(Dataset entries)
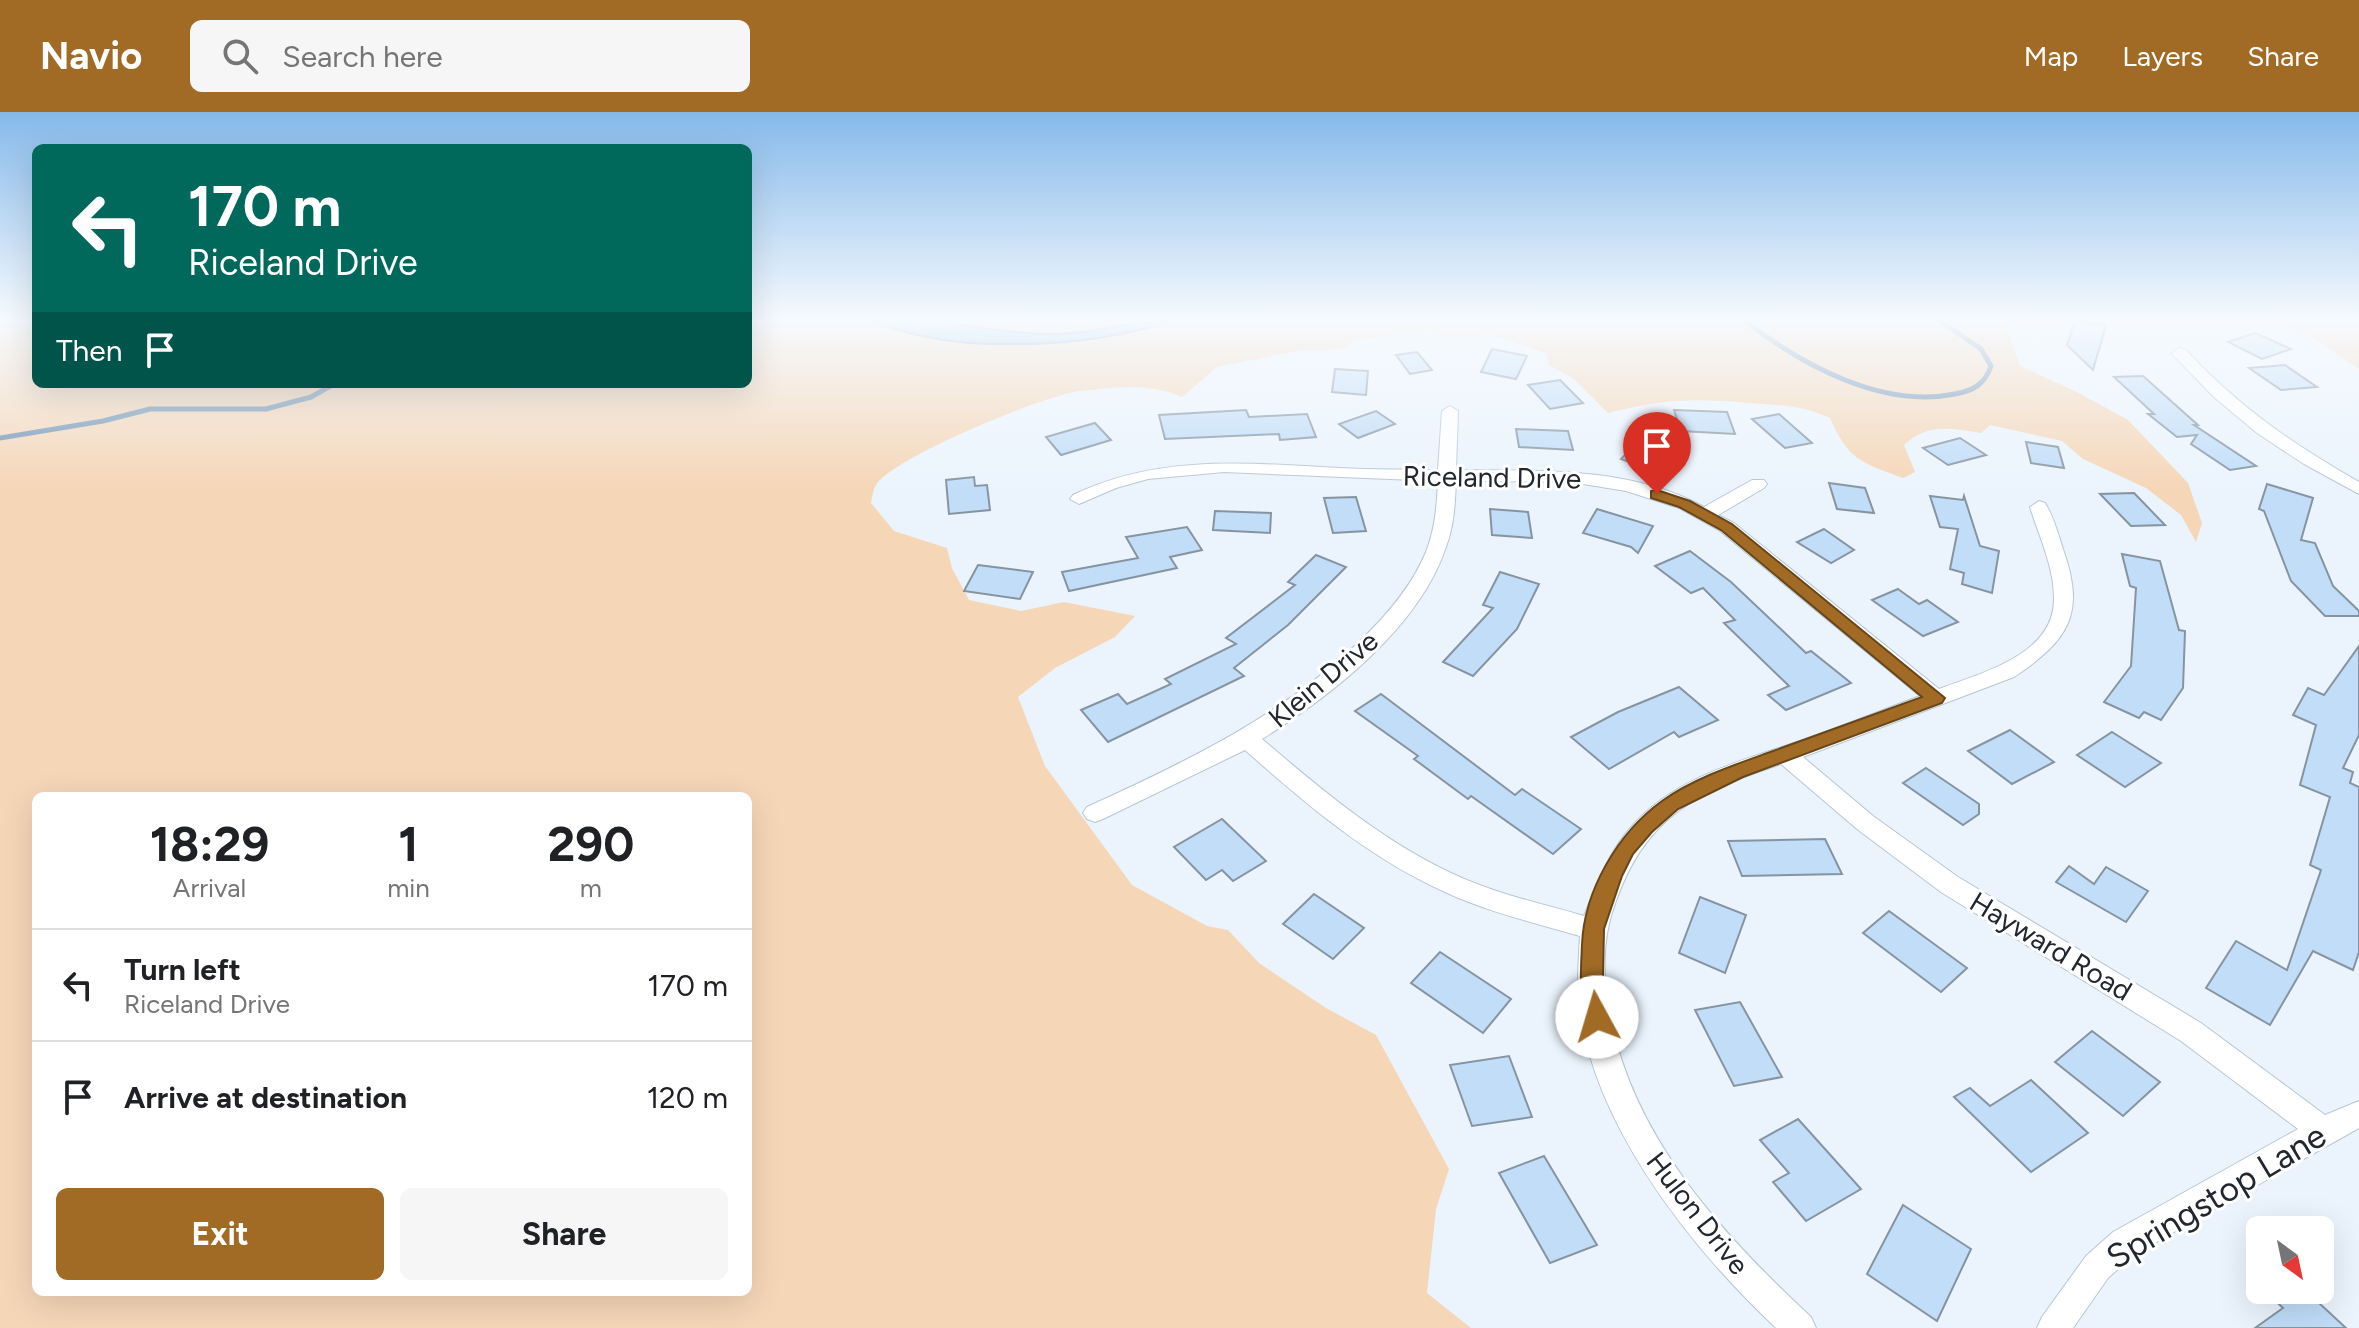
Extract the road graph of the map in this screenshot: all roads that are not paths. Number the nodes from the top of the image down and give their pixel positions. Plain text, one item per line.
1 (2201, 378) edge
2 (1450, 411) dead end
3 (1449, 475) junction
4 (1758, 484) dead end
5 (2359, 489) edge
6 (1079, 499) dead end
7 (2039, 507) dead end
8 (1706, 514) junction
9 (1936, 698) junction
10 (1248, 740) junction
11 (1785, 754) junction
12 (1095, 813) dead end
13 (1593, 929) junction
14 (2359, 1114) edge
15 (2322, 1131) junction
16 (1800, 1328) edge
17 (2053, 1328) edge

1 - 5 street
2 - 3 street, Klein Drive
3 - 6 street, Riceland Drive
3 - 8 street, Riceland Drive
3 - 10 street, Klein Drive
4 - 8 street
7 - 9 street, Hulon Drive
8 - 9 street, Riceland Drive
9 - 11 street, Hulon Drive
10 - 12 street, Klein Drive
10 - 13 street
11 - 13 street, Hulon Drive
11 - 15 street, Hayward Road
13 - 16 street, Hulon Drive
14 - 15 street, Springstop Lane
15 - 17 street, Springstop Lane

Task statement: Although the records contain pictures, only their text should be repeated, exactly as it appears.

Expected answer:
Extract the road graph of the map in this screenshot: all roads that are not paths. Number the nodes from the top of the image down and give their pixel positions. Plain text, one item per line.
1 (2201, 378) edge
2 (1450, 411) dead end
3 (1449, 475) junction
4 (1758, 484) dead end
5 (2359, 489) edge
6 (1079, 499) dead end
7 (2039, 507) dead end
8 (1706, 514) junction
9 (1936, 698) junction
10 (1248, 740) junction
11 (1785, 754) junction
12 (1095, 813) dead end
13 (1593, 929) junction
14 (2359, 1114) edge
15 (2322, 1131) junction
16 (1800, 1328) edge
17 (2053, 1328) edge

1 - 5 street
2 - 3 street, Klein Drive
3 - 6 street, Riceland Drive
3 - 8 street, Riceland Drive
3 - 10 street, Klein Drive
4 - 8 street
7 - 9 street, Hulon Drive
8 - 9 street, Riceland Drive
9 - 11 street, Hulon Drive
10 - 12 street, Klein Drive
10 - 13 street
11 - 13 street, Hulon Drive
11 - 15 street, Hayward Road
13 - 16 street, Hulon Drive
14 - 15 street, Springstop Lane
15 - 17 street, Springstop Lane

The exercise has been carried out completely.